Modernizm, geleneği istemez. Geleneksel olan ile arasına mesafe koyar. Dini inançlar da reddedilen geleneklerin bir parçasıdır. Modada, sanatta, yeme-içme alışkanlıklarında, eğlencede, mimaride modernist akımlar Avrupa’ya hakim olur ve oradan da dünyaya yayılır. 20.yüzyılın ortalarına kadar sürdüğü söylenen modernizmden sonra, post-modernizme geçildiğine dair yorumlar vardır. Modernizm gerçekten de sona ermiş midir? Bu konu, tartışmalıdır. J.Habermas, modernizmi “bir tamamlanmamış proje” olarak tanımlar mesela… Post-modernizmin tanımı konusunda da sıkıntılar vardır. Post-modernizm, bir kopuş mu, bir süreklilik mi, bir dönüşüm müdür? Belki, daha doğru tanımlar için zamana ihtiyacımız vardır.
Modernizm kendinden öncekilerin değerlerini ve inançlarını değiştirmek istemiştir. Peki, modernizmin değiştirmek istediği gelenekler, değerler ya da yaşam biçimlerinin hepsi kötü müdür? Bu sorunun cevabını bir örnek üzerinden verelim.

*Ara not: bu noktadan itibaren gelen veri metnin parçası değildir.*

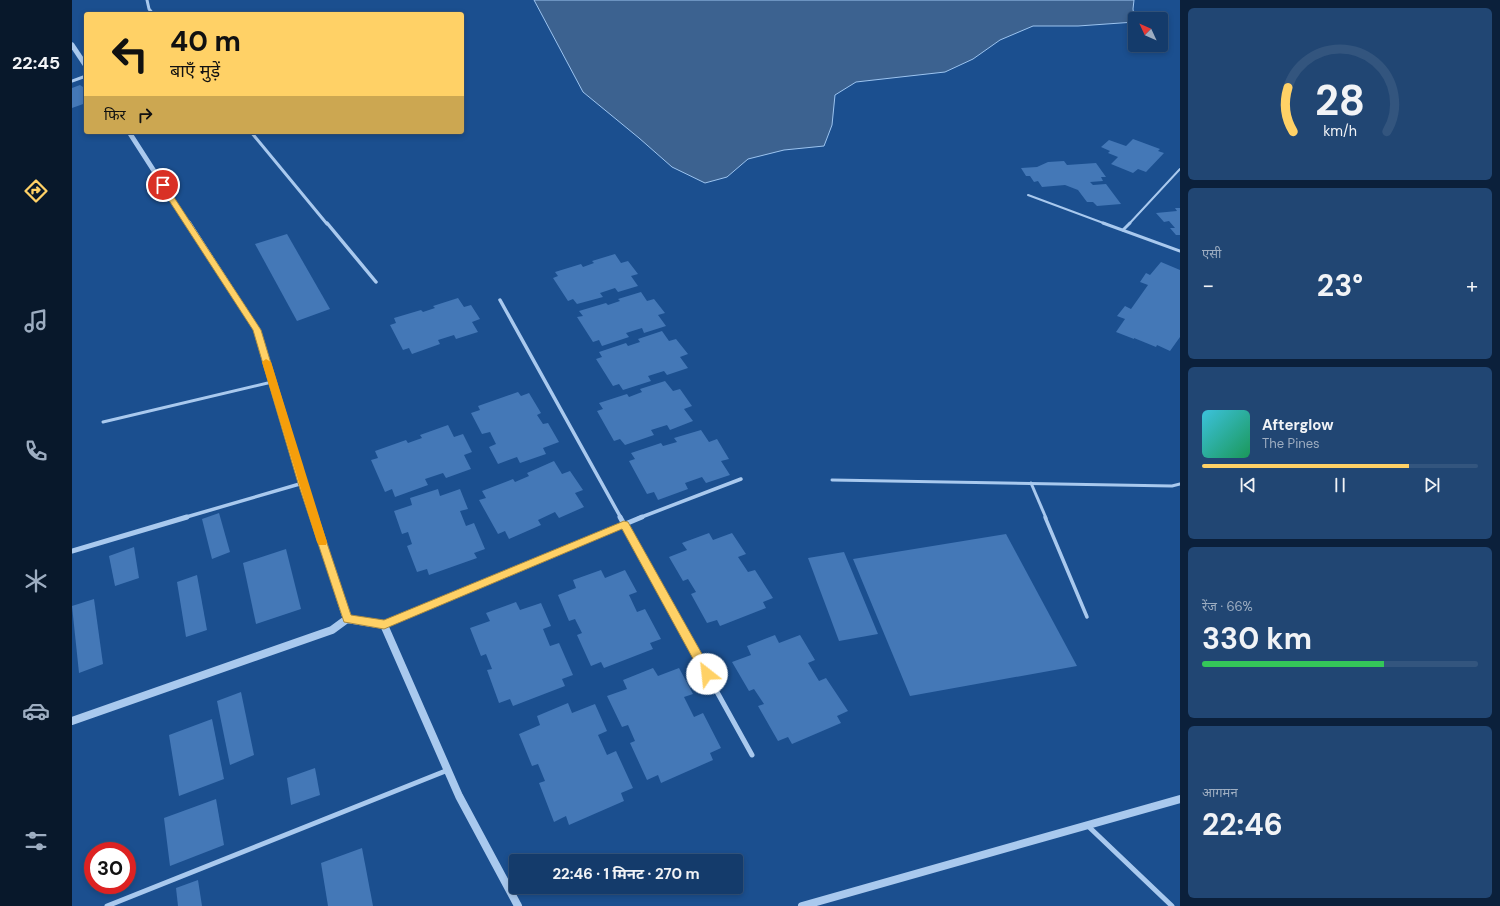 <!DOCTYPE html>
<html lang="hi">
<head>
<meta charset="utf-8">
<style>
  :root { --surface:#143b6b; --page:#214673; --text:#f1f3f6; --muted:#9dadc1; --line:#33557e; --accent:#ffd166 }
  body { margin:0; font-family:"DM Sans","Noto Sans Devanagari",sans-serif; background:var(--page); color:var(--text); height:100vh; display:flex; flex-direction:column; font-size:15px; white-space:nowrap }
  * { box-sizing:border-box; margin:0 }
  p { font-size:13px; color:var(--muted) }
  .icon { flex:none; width:22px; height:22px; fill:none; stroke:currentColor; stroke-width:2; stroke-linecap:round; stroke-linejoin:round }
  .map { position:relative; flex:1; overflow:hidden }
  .drawer { display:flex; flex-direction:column; gap:8px; padding:8px; background:#0b203b; width:320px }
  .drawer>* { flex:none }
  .top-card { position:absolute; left:12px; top:12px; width:380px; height:122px; border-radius:4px; box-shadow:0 2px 6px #0003,0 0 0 1px var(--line); background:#ffd166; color:#111; overflow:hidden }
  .needle { width:26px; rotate:314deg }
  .tools { position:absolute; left:1056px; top:12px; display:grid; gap:8px }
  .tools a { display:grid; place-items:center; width:40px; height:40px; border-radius:4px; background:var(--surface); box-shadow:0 2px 6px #0003,0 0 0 1px var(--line); font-size:20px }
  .speed { position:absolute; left:12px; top:842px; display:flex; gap:8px; font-size:20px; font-weight:700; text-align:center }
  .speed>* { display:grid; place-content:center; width:52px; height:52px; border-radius:50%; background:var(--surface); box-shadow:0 2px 6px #0003,0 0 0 1px var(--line); line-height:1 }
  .speed .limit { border:6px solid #d22; background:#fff; color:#111 }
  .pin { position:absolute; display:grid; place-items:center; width:34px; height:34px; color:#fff; margin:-17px; border:2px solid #fff; border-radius:50%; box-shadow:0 1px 4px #0007 }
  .me { position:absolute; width:44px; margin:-22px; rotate:331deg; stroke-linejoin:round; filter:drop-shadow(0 0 3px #0008) }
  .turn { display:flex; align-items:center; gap:14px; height:84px; padding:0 20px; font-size:18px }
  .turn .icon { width:52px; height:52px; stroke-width:2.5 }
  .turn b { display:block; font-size:28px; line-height:34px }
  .then { display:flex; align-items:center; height:38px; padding:0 20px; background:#0003; gap:8px; font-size:15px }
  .big { font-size:30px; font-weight:700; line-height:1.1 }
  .drawer .widget { flex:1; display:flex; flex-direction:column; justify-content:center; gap:6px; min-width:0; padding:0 14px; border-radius:6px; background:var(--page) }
  .drawer .dial { align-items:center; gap:0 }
  .dial svg { height:104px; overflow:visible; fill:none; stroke:var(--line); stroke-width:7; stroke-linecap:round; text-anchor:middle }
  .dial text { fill:var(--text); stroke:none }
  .song { display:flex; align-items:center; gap:12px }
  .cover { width:48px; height:48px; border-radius:6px; background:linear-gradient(135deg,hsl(190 70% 55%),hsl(150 70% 35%)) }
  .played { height:4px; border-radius:2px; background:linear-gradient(90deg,var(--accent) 75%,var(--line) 75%) }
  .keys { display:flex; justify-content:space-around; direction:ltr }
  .heat { display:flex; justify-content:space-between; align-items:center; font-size:22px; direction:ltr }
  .charge { height:6px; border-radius:3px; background:linear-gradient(90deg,#34c759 66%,var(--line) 0) }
  .trip { position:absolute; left:437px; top:854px; width:234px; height:40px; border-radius:4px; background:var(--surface); box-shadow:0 2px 6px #0003,0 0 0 1px var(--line); font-weight:700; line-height:40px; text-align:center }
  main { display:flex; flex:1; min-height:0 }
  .dock { display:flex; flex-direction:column; width:72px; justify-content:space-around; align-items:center; background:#08182b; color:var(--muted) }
  .dock .icon { width:28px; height:28px }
  .dock .selected { color:var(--accent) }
  .dock b { font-size:18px; color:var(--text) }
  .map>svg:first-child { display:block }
  .water { fill:#3c6290; stroke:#9cc4f0 }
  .building { fill:#4478b7 }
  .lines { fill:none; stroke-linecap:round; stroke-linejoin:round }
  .service-far2 { stroke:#a9c9ee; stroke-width:2 }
  .service-far1 { stroke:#a9c9ee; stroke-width:3 }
  .service { stroke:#a9c9ee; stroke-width:3.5 }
  .minor-far2 { stroke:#a9c9ee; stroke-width:3 }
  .minor-far1 { stroke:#a9c9ee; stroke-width:3.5 }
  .minor { stroke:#a9c9ee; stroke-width:5 }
  .tertiary-far2 { stroke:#a9c9ee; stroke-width:5 }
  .tertiary-far1 { stroke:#a9c9ee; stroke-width:6 }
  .tertiary { stroke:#a9c9ee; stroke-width:8 }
  .route { fill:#ffd166; stroke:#a68842 }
  .slow { fill:#f59e0b }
</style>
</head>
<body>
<main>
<nav class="dock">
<b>22:45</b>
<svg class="icon selected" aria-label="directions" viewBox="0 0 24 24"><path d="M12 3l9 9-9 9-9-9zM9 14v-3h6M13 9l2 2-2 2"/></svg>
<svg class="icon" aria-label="music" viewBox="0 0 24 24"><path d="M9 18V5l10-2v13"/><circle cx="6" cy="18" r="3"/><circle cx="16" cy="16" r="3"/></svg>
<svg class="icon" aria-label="phone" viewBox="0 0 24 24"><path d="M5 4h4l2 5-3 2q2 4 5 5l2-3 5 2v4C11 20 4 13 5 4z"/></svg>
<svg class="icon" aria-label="climate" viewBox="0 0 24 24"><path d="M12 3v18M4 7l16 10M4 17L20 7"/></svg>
<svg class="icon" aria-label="car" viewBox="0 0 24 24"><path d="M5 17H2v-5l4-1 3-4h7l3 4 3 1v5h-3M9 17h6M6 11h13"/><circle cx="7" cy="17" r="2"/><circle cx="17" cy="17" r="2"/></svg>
<svg class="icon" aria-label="filters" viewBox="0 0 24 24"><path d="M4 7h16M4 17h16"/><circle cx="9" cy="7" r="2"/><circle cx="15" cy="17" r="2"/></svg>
</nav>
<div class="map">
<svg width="1108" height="906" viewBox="0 0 1108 906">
  <rect width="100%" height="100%" fill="#1b4f8f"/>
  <polygon class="water" points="462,0 1062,0 1061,9 1063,22 1006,26 961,26 928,40 901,59 873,72 784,82 763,95 760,125 752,146 712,150 676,159 655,177 633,183 600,167 567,138 511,92"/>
  <g class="building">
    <polygon points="8,85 14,89 14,103 0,108 0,88"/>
    <polygon points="1061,139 1088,149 1086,151 1092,153 1074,172 1066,169 1061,173 1039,164 1046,157 1036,153 1038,151 1029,147 1037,140 1054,146"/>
    <polygon points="992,161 995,165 1024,163 1034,177 1029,177 1031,181 1018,182 1021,185 1034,184 1049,204 1025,206 1021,202 1015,202 1006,190 993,185 970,187 966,181 962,182 958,176 954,176 949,168 965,167 976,162"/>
    <polygon points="1103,208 1108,208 1108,235 1104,235 1098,228 1103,228 1097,221 1092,222 1084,213 1105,211"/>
    <polygon points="215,234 258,309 225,321 183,244"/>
    <polygon points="543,254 549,263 556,261 566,274 559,276 566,286 546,292 543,288 528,293 531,297 505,304 501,299 496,301 481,278 486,276 483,272 509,264 511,267 522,263 520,261"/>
    <polygon points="1089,262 1108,270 1108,337 1098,351 1085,345 1084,347 1062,338 1062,339 1044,332 1053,319 1045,316 1053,306 1059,309 1076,285 1068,282 1074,273 1078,275"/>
    <polygon points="569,292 575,301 582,299 593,313 586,315 594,326 572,333 570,328 554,333 557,337 530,346 527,340 521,342 505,317 511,316 507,311 534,303 536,305 548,301 546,299"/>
    <polygon points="386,298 392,307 399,305 408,319 400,322 406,332 384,339 382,335 366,340 368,344 340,354 337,348 331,350 318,325 324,323 322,318 349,310 351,312 363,308 361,306"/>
    <polygon points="590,331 597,341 604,339 616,354 608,357 616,368 595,375 592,371 576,376 579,381 551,390 547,384 541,386 524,359 530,357 527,352 554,343 556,346 568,342 566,339"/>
    <polygon points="593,381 601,391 608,389 620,406 612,409 621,421 598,430 595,425 579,430 582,435 553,445 548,439 542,441 525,411 531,409 527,403 555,394 557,397 570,392 568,389"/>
    <polygon points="446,392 449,396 457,393 469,413 465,415 471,424 476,423 487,442 471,448 474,454 448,463 445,457 426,464 417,447 424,444 418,432 410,434 399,413 408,410 406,406"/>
    <polygon points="376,425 382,437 391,434 400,452 392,455 399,469 374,478 371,473 353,479 356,485 323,497 320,489 313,492 299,460 306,458 303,451 334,440 336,443 350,438 348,435"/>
    <polygon points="629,430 637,442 645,439 657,459 649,461 658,475 634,483 630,477 613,483 616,489 586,500 582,492 575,494 557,461 563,459 559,453 589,443 591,446 605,442 602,438"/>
    <polygon points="482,461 490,474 498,471 511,490 503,493 512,507 487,518 483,512 466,520 469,525 437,539 433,531 426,534 407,500 414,498 410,491 441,479 443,482 457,476 455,473"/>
    <polygon points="366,489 368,496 388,489 396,509 388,511 394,526 402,523 413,549 402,553 405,558 357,575 355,569 345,572 335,546 340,544 336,532 330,534 322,511 340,505 338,498"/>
    <polygon points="147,513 158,552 140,559 130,519"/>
    <polygon points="637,533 641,540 660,533 674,554 666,557 676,572 683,570 701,598 691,602 694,608 648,626 645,620 635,623 619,594 624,592 616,579 611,581 597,557 615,550 610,543"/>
    <polygon points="934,534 1005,666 838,696 781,559"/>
    <polygon points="62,547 67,578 43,586 37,556"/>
    <polygon points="214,549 229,609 184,624 171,563"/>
    <polygon points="772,552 806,634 767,641 736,558"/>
    <polygon points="529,570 533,578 553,570 565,592 557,595 565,612 573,609 589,639 578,643 581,649 532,668 529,662 519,666 505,635 510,633 503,619 497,621 486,595 504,588 501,580"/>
    <polygon points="125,575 135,630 114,637 105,582"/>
    <polygon points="22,599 31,664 7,673 0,606"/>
    <polygon points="444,602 448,610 469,603 479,626 471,629 478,646 487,643 501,675 490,679 493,686 441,706 438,699 427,703 415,670 420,669 414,654 409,656 398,628 418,621 414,613"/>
    <polygon points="703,635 707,643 728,635 743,660 736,663 747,681 754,678 776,711 765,716 769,723 720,744 716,737 706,741 686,706 692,704 682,689 677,691 660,662 679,655 675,646"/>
    <polygon points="581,668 586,676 607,668 621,694 612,697 622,717 631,713 649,748 638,753 641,760 589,783 586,775 575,780 558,743 563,741 556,725 550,727 535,696 555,689 551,680"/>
    <polygon points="169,692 182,755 158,765 145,701"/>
    <polygon points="496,703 500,713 523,704 535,731 526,735 535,755 544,751 561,788 549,793 552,801 497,825 494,816 482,822 467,783 473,781 466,764 460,766 447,734 468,725 465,716"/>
    <polygon points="140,719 152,779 107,796 97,735"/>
    <polygon points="243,768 248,795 219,805 215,778"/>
    <polygon points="144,799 152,845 98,866 92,818"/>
    <polygon points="290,848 301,906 256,906 249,863"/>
    <polygon points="126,880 130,906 106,906 104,888"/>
  </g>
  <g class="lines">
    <g class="service-far2">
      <polyline points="956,195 1034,224"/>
      <polyline points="1057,224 1108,169"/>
    </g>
    <g class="service-far1">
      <polyline points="1031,223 1108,251"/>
      <polyline points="1051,230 1058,223"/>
      <polyline points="31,422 200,382"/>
      <polyline points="760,480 1100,486 1108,484"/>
      <polyline points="959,483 974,518"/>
    </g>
    <polyline class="service" points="973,517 1015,617"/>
    <g class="minor-far2">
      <polyline points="75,0 77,9 81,14"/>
      <polyline points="0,81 14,76"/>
      <polyline points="179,132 255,224"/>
    </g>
    <g class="minor-far1">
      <polyline points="255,223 304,282"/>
      <polyline points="428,300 549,518"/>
      <polyline points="111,518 231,483"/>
      <polyline points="567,518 669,479"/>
    </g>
    <g class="minor">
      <polyline points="548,517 680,755"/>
      <polyline points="0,551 115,517"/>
      <polyline points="312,625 570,517"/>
      <polyline points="1016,826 1100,906"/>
      <polyline points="35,906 376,770"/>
    </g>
    <g class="tertiary-far2">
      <polyline points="0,45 14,66"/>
      <polyline points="57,132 116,224"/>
    </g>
    <polyline class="tertiary-far1" points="116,223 185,330 242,518"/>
    <g class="tertiary">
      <polyline points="242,517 275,619"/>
      <polyline points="0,721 260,630 275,619 312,625 387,796 446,906"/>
      <polyline points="730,906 1108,799"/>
    </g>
  </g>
  <polygon class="route" points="88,183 94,185 189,330 235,483 279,615 312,620 552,521 556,522 639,670 641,674 639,677 635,679 631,677 550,529 312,629 272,622 226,483 181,330 87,185"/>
  <polygon class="slow" points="194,359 199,362 255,542 254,545 247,545 245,542 190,362"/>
</svg>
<div class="tools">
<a><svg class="needle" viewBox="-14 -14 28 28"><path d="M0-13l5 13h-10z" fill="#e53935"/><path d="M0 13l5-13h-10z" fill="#9dadc1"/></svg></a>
</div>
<div class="speed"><div class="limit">30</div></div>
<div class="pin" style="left:91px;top:185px;background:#d93025"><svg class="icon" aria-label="arrive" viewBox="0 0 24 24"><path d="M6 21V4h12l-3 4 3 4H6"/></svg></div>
<svg class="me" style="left:635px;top:674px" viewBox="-20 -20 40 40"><circle r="19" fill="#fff"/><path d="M0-13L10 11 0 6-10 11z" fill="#ffd166"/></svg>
<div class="trip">22:46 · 1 मिनट · 270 m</div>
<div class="top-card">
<div class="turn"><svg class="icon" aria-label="left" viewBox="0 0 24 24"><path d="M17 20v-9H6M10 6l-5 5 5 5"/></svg><div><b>40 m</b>बाएँ मुड़ें</div></div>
<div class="then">फिर<svg class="icon" aria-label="right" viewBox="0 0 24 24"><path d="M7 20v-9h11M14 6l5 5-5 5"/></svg></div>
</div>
</div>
<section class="drawer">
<div class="widget dial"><svg viewBox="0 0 100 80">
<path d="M14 69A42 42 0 1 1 86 69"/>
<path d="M14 69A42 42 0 0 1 10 35" stroke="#ffd166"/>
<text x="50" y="56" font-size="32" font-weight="700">28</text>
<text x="50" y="72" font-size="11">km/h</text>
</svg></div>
<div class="widget"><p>एसी</p>
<div class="heat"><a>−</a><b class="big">23°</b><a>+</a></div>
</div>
<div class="widget">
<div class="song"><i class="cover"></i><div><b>Afterglow</b><p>The Pines</p></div></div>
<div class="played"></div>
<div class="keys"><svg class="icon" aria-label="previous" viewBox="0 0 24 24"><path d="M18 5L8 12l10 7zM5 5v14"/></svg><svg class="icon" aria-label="pause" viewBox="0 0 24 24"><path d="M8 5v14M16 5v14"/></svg><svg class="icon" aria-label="next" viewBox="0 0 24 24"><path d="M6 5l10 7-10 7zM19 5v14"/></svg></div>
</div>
<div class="widget"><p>रेंज · 66%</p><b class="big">330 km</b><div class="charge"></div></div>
<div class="widget"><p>आगमन</p><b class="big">22:46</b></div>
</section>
</main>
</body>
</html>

Aşağıda Mary Milles Patrick’e (1850-1940) ait cümleleri okuyalım. Patrick, Abdülaziz döneminde (1861-1876) Haliç Köprüsü’nün üzerine yaslanıp etrafa baktığında gördüklerini şöyle anlatır:
“…yeni çölden gelen Afrikalılar, ardından da belki Paris’in son modası içinde Avrupalılar,…, beyaz kaftanı kafasını örtmüş halde çölden bir bedevi ya da altın şeritlerle süslenmiş mavi ya da kırmızı yünlü elbisesi içinde konsolosluktan bir tercüman, parlak renkli ipek kaftanlar ve romantik beyaz başörtüler içindeki Türk kadınlar, ardından koyu kahverengi, koni biçimindeki şapkası ve ağır beyaz ya da kahverengi kaftanıyla bir derviş, yüksek astragan şapkalı bir grup Farslı, ağır giysisiyle tespihini çeken Katolik bir papaz, zenci iri bir harem ağası, …, ardından maymun taşıyan bir Afrikalı, farklı giysisi içinde bir masalcı, altın işlemeli mavi kostümleriyle ve bellerinde silahlarla muhteşem Arnavutlar, Arap atının üzerine binmiş bir prens” (s.22-23).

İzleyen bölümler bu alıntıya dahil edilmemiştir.